Concurrent TikTok hits only underline this more. Japanese funk band Ali and rapper AKLO’s “Lost In Paradise” actually had some advantages to going vital when it came out in 2020 — it served as the opening theme to the popular anime series Jujutsu Kaisen, and received an extra bump by being the walk-up music for eventual MLB American League MVP Shohei Ohtani. This made it a natural viral hit, inspiring cosplay videos and dance numbers among thousands more. Then Ali’s drummer was arrested for fraud, and the band quickly went on hiatus…and pulled the song from streaming and the video from YouTube. While it eventually returned this fall to much rejoicing, that time off services hurt its standing…and left a widespread longing for a way they could enjoy it again.
An even more surprising — and gorey — example comes from the always unnerving pop act Jun Togawa. Her 1985 song “Suki Suki Daisuki” has long been popular with overseas fans of Japanese music, but it enjoyed new life this year. Starting off initially as the backing music for a popular South Korean animated short, it mutated into a NSFW TikTok trend riffing on another Korean webtoon (and eventually turning into a more general “spooky” Halloween meme), wherein the creator goes to brush their teeth (or do something else), except they accidentally use a razor blade (or some other dangerous item) and suddenly find blood spilling out of their mouth (or victims of some accident of varying degrees of severity). Again, the creators themselves played an active role…but it was essential that the song was available to them, and that Alfa Records uploaded the official video to receive extra attention and offer more context.

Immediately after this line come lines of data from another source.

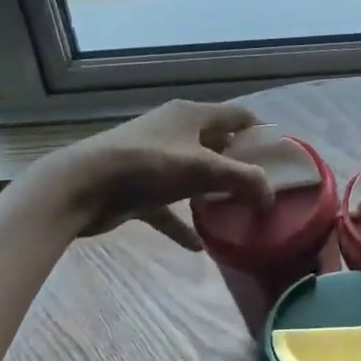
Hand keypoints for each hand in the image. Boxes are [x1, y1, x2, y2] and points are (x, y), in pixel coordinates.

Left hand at [26, 101, 275, 251]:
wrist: (81, 186)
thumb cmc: (148, 165)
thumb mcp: (203, 169)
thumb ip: (243, 180)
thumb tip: (271, 196)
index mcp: (192, 115)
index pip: (237, 115)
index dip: (260, 132)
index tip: (279, 158)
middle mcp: (175, 131)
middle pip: (216, 144)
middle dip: (238, 165)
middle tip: (261, 190)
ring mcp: (154, 160)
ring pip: (192, 175)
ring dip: (211, 193)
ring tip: (235, 213)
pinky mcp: (138, 189)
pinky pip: (168, 207)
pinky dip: (182, 223)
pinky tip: (198, 246)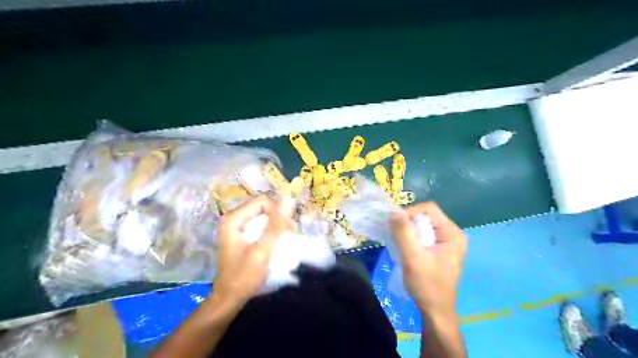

Japanese entertainment companies were, for a longtime, hesitant to embrace the internet and allow their total control of how media was experienced and interacted with to weaken. Many remain skeptical, and they are losing out globally. It can result in missed opportunities — say, an artist’s music not being online and thus missing out on the chance to spread organically — or outright hostility.
Recently, Toei Animation filed copyright claims against 150 videos on popular anime YouTuber Totally Not Mark’s channel, erasing his work. He posted an emotional response (now deleted, but can be seen via reaction clips) that went viral…and now many online are furious at Toei for their actions, some going as far as to declare that they won’t engage with their titles anymore. Regardless of whether they act on that or not, the hit to the company’s reputation internationally…especially amongst fans…is massive.
The reality is, if one’s entertainment output wants to be embraed on the global stage, it has to be accessible. Fans, after all, are the ones who will hit on a way for something to grow into something viral online, whether it’s a contemporary anime theme or a 40-year-old-plus song perfect for dramatically dropping to your knees to.